Most of the debate is mathematical, but some major elements can be explained in simple terms and as part of the 'aggregation problem'. That is, the critique of neoclassical capital theory might be summed up as saying that it suffers from the fallacy of composition, i.e., that we cannot simply jump from microeconomic conceptions to an understanding of production by society as a whole. The resolution of the debate, particularly how broad its implications are, has not been agreed upon by economists.

From Ed Prescott
"I will argue that much of the failure of monetary economics to progress over the last 25 years is the failure to construct models that provide guidance on how the national accounts should be extended to include production of 'financial services'. In the 1960s there was the famous Cambridge capital controversy. This controversy bears on the issue 'What is money?' The Cambridge capital controversy was a silly one, as pointed out so clearly by Arrow (1989). Arrow, being a general equilibrium theorist, pointed out that there are multiple types of capital goods and with multiple capital goods only under very special conditions is there an aggregate capital stock. I emphasize that this does not mean that a model with a single capital good, which is matched to the value of some capital good statistic, is not useful in drawing scientific inference. I use such models along with other national accounts statistics to draw quantitative inference concerning a variety of phenomena, including business cycle fluctuations, secular movements in output and hours worked in the market sector, depressions and prosperities, and even in the behavior of stock prices. Rather, it means that for some purposes this single capital stock abstraction is not a good one for drawing inference." -- Edward Prescott (2005). "Comments on 'Inflation, Output, and Welfare' by Ricardo Lagos and Guillaume Rocheteau", International Economic Review, V. 46, N. 2 (May): 523-531

The relationship is not as simple as money people lead to more ideas. If that were the cases, China and India would lead the world in innovation instead of the United States and Europe.

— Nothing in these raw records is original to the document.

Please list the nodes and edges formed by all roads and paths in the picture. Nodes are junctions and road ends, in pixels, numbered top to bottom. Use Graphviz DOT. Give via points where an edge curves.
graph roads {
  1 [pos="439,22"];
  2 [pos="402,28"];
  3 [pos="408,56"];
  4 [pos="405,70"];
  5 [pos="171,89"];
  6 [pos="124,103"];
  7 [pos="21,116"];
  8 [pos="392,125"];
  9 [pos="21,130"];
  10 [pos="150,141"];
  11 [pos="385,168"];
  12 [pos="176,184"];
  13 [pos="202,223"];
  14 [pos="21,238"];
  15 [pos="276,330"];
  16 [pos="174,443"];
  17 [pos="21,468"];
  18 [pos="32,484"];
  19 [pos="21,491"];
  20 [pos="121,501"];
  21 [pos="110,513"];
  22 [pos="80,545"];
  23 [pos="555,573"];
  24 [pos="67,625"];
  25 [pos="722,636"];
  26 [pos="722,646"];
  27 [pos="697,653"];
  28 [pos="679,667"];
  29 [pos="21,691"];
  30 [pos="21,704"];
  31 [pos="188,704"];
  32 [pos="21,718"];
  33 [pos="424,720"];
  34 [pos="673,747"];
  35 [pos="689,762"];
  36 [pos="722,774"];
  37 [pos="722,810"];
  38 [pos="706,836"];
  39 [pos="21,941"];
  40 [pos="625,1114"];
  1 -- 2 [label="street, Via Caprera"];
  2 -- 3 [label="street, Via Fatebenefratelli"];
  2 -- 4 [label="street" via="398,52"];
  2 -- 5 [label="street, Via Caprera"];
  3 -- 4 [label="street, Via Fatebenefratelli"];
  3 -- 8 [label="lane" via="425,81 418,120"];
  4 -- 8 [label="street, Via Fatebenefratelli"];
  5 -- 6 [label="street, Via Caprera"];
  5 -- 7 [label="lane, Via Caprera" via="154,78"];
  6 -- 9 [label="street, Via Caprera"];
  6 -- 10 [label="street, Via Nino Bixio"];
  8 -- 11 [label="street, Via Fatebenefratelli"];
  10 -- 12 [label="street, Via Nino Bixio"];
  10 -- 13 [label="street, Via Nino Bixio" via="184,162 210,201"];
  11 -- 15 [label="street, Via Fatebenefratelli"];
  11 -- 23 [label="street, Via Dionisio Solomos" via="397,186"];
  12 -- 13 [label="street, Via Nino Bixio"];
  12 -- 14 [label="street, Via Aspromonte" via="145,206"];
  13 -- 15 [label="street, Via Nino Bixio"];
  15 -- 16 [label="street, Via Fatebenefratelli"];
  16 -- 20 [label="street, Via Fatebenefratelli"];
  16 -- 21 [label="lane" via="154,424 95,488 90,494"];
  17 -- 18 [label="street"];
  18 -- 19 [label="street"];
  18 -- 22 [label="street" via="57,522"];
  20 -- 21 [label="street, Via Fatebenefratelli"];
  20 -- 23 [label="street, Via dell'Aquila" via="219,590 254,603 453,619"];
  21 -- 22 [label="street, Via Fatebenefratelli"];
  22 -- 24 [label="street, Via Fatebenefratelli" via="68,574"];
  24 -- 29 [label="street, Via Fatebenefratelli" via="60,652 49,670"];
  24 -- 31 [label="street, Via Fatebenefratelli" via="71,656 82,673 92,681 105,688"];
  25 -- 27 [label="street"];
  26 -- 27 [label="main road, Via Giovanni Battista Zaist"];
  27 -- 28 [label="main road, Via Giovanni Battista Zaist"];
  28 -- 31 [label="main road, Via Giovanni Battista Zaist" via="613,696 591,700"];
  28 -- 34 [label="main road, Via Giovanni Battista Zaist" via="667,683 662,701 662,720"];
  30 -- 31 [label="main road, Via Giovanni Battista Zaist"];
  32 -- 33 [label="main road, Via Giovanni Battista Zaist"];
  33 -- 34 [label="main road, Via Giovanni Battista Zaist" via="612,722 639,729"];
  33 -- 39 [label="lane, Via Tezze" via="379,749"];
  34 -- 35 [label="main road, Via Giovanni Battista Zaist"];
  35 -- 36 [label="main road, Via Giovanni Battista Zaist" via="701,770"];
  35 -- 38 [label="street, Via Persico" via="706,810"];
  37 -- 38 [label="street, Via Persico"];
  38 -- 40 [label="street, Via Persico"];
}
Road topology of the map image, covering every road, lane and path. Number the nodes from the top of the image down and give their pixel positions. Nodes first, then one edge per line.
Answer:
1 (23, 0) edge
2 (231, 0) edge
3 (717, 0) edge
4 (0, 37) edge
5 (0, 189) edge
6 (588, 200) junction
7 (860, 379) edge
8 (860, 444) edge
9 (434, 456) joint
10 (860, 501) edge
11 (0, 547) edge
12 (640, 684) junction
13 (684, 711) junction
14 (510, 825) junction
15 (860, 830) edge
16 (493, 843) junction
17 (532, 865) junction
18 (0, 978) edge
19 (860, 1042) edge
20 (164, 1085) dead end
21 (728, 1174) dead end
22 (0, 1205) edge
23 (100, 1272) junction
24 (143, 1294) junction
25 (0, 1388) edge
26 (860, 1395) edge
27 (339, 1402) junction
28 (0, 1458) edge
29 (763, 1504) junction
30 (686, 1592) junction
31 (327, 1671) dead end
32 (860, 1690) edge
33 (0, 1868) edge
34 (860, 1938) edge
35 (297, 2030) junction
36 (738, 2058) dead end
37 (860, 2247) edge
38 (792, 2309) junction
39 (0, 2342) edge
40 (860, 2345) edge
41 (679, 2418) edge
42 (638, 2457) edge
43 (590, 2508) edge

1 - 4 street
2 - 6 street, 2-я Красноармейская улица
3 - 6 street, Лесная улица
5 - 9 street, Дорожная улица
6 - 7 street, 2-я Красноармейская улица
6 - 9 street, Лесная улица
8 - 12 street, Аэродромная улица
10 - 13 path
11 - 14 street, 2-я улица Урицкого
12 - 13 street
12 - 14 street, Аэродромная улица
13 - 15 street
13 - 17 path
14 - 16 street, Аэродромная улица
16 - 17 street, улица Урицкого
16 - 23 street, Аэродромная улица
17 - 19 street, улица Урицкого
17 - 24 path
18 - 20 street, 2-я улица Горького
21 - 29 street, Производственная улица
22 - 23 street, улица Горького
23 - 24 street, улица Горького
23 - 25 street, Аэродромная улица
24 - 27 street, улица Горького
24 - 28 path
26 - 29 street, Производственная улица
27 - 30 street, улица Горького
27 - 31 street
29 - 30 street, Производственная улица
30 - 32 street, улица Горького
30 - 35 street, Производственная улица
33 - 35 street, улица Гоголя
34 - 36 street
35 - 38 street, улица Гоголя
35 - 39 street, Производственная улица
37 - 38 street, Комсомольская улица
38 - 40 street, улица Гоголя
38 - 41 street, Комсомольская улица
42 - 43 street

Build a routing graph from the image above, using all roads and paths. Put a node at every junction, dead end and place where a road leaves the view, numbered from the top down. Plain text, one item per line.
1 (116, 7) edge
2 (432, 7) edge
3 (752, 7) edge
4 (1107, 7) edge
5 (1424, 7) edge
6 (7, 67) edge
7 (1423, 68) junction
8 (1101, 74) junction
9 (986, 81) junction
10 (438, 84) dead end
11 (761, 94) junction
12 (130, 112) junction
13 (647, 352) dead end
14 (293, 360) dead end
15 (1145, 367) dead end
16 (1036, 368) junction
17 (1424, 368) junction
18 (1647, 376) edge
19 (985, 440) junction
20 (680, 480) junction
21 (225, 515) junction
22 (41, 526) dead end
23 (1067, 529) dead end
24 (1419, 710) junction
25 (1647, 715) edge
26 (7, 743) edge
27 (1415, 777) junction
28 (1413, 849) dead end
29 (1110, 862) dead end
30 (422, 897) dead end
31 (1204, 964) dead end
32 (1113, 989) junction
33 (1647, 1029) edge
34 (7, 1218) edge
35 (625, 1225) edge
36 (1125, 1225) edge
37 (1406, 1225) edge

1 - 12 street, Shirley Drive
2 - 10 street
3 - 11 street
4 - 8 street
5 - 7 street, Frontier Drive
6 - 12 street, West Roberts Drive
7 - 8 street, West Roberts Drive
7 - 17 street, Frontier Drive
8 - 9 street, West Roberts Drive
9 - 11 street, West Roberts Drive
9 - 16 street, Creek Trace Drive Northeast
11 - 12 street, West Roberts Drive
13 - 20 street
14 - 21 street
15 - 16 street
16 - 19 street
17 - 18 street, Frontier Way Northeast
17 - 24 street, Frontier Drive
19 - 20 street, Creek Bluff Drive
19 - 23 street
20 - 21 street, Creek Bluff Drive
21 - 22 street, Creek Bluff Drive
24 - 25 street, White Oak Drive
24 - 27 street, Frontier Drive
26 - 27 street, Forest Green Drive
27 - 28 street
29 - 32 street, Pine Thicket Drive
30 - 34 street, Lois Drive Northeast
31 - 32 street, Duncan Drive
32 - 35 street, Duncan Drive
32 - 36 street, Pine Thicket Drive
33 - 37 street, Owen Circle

Educated people lead to more ideas, which is certainly related to a premise of capital. I think this helps explain why certain periods of lower population (e.g. the Renaissance) lead to higher ideas - the Renaissance was driven by an increase in the number of educated people, despite the overall population decline.

This also lends credence to the "one big event" hypothesis and Tyler's levels of progress as well. The printing press sparked the innovation of the Renaissance, computers sparked our modern progress, etc. And the occurrence of "one big event" would be directly related to the number of ideas but is more of a lottery system - a larger educated population plays the game more often and will therefore win more often but that doesn't mean you don't win sometimes when the game is smaller.

Population as the fountain of wealth suffers from what we do know, namely that ideas are not spontaneous creations independent of experience and knowledge or even adequate nutrition and security.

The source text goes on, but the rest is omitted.